[Collected data]
····················

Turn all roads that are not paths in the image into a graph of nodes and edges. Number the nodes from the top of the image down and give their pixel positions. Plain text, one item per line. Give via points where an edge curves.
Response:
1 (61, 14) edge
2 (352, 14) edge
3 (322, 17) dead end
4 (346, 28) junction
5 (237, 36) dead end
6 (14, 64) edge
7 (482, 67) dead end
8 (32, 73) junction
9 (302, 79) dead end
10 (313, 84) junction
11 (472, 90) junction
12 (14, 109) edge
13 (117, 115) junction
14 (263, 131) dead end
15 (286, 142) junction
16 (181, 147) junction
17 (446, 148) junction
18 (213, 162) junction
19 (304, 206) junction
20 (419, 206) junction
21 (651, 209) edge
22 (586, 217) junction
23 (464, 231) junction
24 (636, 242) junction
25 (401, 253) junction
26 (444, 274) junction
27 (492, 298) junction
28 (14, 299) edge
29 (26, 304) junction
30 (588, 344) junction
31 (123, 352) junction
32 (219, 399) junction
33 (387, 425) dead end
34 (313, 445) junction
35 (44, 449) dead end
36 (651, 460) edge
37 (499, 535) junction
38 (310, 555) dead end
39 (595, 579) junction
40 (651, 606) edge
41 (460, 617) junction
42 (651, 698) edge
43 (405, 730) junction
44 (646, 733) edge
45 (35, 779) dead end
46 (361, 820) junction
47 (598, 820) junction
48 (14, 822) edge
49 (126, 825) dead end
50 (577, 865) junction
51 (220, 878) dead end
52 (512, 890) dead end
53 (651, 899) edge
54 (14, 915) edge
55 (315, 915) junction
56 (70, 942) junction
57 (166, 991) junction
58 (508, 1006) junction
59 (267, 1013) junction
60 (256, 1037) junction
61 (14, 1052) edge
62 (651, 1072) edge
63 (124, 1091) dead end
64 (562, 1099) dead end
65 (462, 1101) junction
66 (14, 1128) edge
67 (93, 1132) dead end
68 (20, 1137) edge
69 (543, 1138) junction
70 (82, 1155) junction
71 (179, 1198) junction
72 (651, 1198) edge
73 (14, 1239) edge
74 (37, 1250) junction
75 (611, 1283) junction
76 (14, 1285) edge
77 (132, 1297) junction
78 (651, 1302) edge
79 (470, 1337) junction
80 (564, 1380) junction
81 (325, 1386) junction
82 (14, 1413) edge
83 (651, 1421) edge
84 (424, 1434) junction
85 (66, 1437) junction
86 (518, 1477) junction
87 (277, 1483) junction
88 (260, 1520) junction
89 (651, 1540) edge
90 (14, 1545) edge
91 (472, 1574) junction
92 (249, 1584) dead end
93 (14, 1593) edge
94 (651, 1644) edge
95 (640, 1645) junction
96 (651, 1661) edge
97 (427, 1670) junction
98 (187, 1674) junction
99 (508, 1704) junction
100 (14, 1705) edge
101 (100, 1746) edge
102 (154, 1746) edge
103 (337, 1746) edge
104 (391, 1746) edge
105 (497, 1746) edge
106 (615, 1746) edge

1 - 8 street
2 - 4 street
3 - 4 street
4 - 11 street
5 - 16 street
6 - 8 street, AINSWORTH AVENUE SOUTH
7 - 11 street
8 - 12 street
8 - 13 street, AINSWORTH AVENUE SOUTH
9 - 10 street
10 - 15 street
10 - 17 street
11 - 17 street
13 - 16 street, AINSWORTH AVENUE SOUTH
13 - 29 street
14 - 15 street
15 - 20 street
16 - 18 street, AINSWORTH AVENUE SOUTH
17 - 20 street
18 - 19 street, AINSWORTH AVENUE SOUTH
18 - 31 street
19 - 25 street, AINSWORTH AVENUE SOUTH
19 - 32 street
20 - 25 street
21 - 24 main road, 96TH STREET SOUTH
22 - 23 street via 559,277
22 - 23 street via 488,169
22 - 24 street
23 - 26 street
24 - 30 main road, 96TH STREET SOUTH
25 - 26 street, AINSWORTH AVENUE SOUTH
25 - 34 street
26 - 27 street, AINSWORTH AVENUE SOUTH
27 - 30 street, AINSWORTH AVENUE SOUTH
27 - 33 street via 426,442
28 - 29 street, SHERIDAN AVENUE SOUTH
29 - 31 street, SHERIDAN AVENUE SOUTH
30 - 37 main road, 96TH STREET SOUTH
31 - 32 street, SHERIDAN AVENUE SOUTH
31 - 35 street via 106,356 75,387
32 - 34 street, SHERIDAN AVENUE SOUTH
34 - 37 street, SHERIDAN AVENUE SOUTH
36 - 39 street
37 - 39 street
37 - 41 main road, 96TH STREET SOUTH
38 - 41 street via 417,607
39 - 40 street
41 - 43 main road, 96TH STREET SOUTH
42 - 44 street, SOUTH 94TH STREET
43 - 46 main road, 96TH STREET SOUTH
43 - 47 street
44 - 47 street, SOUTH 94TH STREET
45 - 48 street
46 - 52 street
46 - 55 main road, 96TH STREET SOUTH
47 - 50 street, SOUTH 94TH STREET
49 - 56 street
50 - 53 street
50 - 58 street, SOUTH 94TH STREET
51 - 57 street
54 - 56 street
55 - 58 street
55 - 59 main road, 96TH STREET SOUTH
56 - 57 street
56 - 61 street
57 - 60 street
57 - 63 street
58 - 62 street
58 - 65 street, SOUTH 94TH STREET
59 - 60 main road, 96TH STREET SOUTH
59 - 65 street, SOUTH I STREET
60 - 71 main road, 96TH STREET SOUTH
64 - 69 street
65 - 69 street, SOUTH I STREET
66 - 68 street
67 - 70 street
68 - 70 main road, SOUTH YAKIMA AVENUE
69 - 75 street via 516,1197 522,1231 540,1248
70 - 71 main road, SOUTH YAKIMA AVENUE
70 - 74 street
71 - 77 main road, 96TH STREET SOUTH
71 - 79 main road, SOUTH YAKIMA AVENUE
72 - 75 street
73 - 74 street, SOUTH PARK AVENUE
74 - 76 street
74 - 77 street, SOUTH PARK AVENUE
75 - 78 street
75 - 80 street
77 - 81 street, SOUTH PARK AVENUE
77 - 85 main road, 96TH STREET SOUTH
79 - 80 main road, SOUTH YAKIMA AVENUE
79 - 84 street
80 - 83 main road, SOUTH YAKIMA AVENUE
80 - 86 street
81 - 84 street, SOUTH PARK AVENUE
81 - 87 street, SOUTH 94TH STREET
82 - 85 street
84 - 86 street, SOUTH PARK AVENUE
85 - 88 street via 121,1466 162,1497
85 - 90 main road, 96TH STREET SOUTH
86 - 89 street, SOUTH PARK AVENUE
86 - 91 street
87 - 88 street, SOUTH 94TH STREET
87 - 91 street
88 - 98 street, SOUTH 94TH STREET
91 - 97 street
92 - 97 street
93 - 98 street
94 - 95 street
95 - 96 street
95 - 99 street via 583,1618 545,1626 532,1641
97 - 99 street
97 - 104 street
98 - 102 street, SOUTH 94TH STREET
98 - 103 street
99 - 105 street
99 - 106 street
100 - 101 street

····················

Problem requirements: Each line above is to be restated exactly.

Task response:
Turn all roads that are not paths in the image into a graph of nodes and edges. Number the nodes from the top of the image down and give their pixel positions. Plain text, one item per line. Give via points where an edge curves.
Response:
1 (61, 14) edge
2 (352, 14) edge
3 (322, 17) dead end
4 (346, 28) junction
5 (237, 36) dead end
6 (14, 64) edge
7 (482, 67) dead end
8 (32, 73) junction
9 (302, 79) dead end
10 (313, 84) junction
11 (472, 90) junction
12 (14, 109) edge
13 (117, 115) junction
14 (263, 131) dead end
15 (286, 142) junction
16 (181, 147) junction
17 (446, 148) junction
18 (213, 162) junction
19 (304, 206) junction
20 (419, 206) junction
21 (651, 209) edge
22 (586, 217) junction
23 (464, 231) junction
24 (636, 242) junction
25 (401, 253) junction
26 (444, 274) junction
27 (492, 298) junction
28 (14, 299) edge
29 (26, 304) junction
30 (588, 344) junction
31 (123, 352) junction
32 (219, 399) junction
33 (387, 425) dead end
34 (313, 445) junction
35 (44, 449) dead end
36 (651, 460) edge
37 (499, 535) junction
38 (310, 555) dead end
39 (595, 579) junction
40 (651, 606) edge
41 (460, 617) junction
42 (651, 698) edge
43 (405, 730) junction
44 (646, 733) edge
45 (35, 779) dead end
46 (361, 820) junction
47 (598, 820) junction
48 (14, 822) edge
49 (126, 825) dead end
50 (577, 865) junction
51 (220, 878) dead end
52 (512, 890) dead end
53 (651, 899) edge
54 (14, 915) edge
55 (315, 915) junction
56 (70, 942) junction
57 (166, 991) junction
58 (508, 1006) junction
59 (267, 1013) junction
60 (256, 1037) junction
61 (14, 1052) edge
62 (651, 1072) edge
63 (124, 1091) dead end
64 (562, 1099) dead end
65 (462, 1101) junction
66 (14, 1128) edge
67 (93, 1132) dead end
68 (20, 1137) edge
69 (543, 1138) junction
70 (82, 1155) junction
71 (179, 1198) junction
72 (651, 1198) edge
73 (14, 1239) edge
74 (37, 1250) junction
75 (611, 1283) junction
76 (14, 1285) edge
77 (132, 1297) junction
78 (651, 1302) edge
79 (470, 1337) junction
80 (564, 1380) junction
81 (325, 1386) junction
82 (14, 1413) edge
83 (651, 1421) edge
84 (424, 1434) junction
85 (66, 1437) junction
86 (518, 1477) junction
87 (277, 1483) junction
88 (260, 1520) junction
89 (651, 1540) edge
90 (14, 1545) edge
91 (472, 1574) junction
92 (249, 1584) dead end
93 (14, 1593) edge
94 (651, 1644) edge
95 (640, 1645) junction
96 (651, 1661) edge
97 (427, 1670) junction
98 (187, 1674) junction
99 (508, 1704) junction
100 (14, 1705) edge
101 (100, 1746) edge
102 (154, 1746) edge
103 (337, 1746) edge
104 (391, 1746) edge
105 (497, 1746) edge
106 (615, 1746) edge

1 - 8 street
2 - 4 street
3 - 4 street
4 - 11 street
5 - 16 street
6 - 8 street, AINSWORTH AVENUE SOUTH
7 - 11 street
8 - 12 street
8 - 13 street, AINSWORTH AVENUE SOUTH
9 - 10 street
10 - 15 street
10 - 17 street
11 - 17 street
13 - 16 street, AINSWORTH AVENUE SOUTH
13 - 29 street
14 - 15 street
15 - 20 street
16 - 18 street, AINSWORTH AVENUE SOUTH
17 - 20 street
18 - 19 street, AINSWORTH AVENUE SOUTH
18 - 31 street
19 - 25 street, AINSWORTH AVENUE SOUTH
19 - 32 street
20 - 25 street
21 - 24 main road, 96TH STREET SOUTH
22 - 23 street via 559,277
22 - 23 street via 488,169
22 - 24 street
23 - 26 street
24 - 30 main road, 96TH STREET SOUTH
25 - 26 street, AINSWORTH AVENUE SOUTH
25 - 34 street
26 - 27 street, AINSWORTH AVENUE SOUTH
27 - 30 street, AINSWORTH AVENUE SOUTH
27 - 33 street via 426,442
28 - 29 street, SHERIDAN AVENUE SOUTH
29 - 31 street, SHERIDAN AVENUE SOUTH
30 - 37 main road, 96TH STREET SOUTH
31 - 32 street, SHERIDAN AVENUE SOUTH
31 - 35 street via 106,356 75,387
32 - 34 street, SHERIDAN AVENUE SOUTH
34 - 37 street, SHERIDAN AVENUE SOUTH
36 - 39 street
37 - 39 street
37 - 41 main road, 96TH STREET SOUTH
38 - 41 street via 417,607
39 - 40 street
41 - 43 main road, 96TH STREET SOUTH
42 - 44 street, SOUTH 94TH STREET
43 - 46 main road, 96TH STREET SOUTH
43 - 47 street
44 - 47 street, SOUTH 94TH STREET
45 - 48 street
46 - 52 street
46 - 55 main road, 96TH STREET SOUTH
47 - 50 street, SOUTH 94TH STREET
49 - 56 street
50 - 53 street
50 - 58 street, SOUTH 94TH STREET
51 - 57 street
54 - 56 street
55 - 58 street
55 - 59 main road, 96TH STREET SOUTH
56 - 57 street
56 - 61 street
57 - 60 street
57 - 63 street
58 - 62 street
58 - 65 street, SOUTH 94TH STREET
59 - 60 main road, 96TH STREET SOUTH
59 - 65 street, SOUTH I STREET
60 - 71 main road, 96TH STREET SOUTH
64 - 69 street
65 - 69 street, SOUTH I STREET
66 - 68 street
67 - 70 street
68 - 70 main road, SOUTH YAKIMA AVENUE
69 - 75 street via 516,1197 522,1231 540,1248
70 - 71 main road, SOUTH YAKIMA AVENUE
70 - 74 street
71 - 77 main road, 96TH STREET SOUTH
71 - 79 main road, SOUTH YAKIMA AVENUE
72 - 75 street
73 - 74 street, SOUTH PARK AVENUE
74 - 76 street
74 - 77 street, SOUTH PARK AVENUE
75 - 78 street
75 - 80 street
77 - 81 street, SOUTH PARK AVENUE
77 - 85 main road, 96TH STREET SOUTH
79 - 80 main road, SOUTH YAKIMA AVENUE
79 - 84 street
80 - 83 main road, SOUTH YAKIMA AVENUE
80 - 86 street
81 - 84 street, SOUTH PARK AVENUE
81 - 87 street, SOUTH 94TH STREET
82 - 85 street
84 - 86 street, SOUTH PARK AVENUE
85 - 88 street via 121,1466 162,1497
85 - 90 main road, 96TH STREET SOUTH
86 - 89 street, SOUTH PARK AVENUE
86 - 91 street
87 - 88 street, SOUTH 94TH STREET
87 - 91 street
88 - 98 street, SOUTH 94TH STREET
91 - 97 street
92 - 97 street
93 - 98 street
94 - 95 street
95 - 96 street
95 - 99 street via 583,1618 545,1626 532,1641
97 - 99 street
97 - 104 street
98 - 102 street, SOUTH 94TH STREET
98 - 103 street
99 - 105 street
99 - 106 street
100 - 101 street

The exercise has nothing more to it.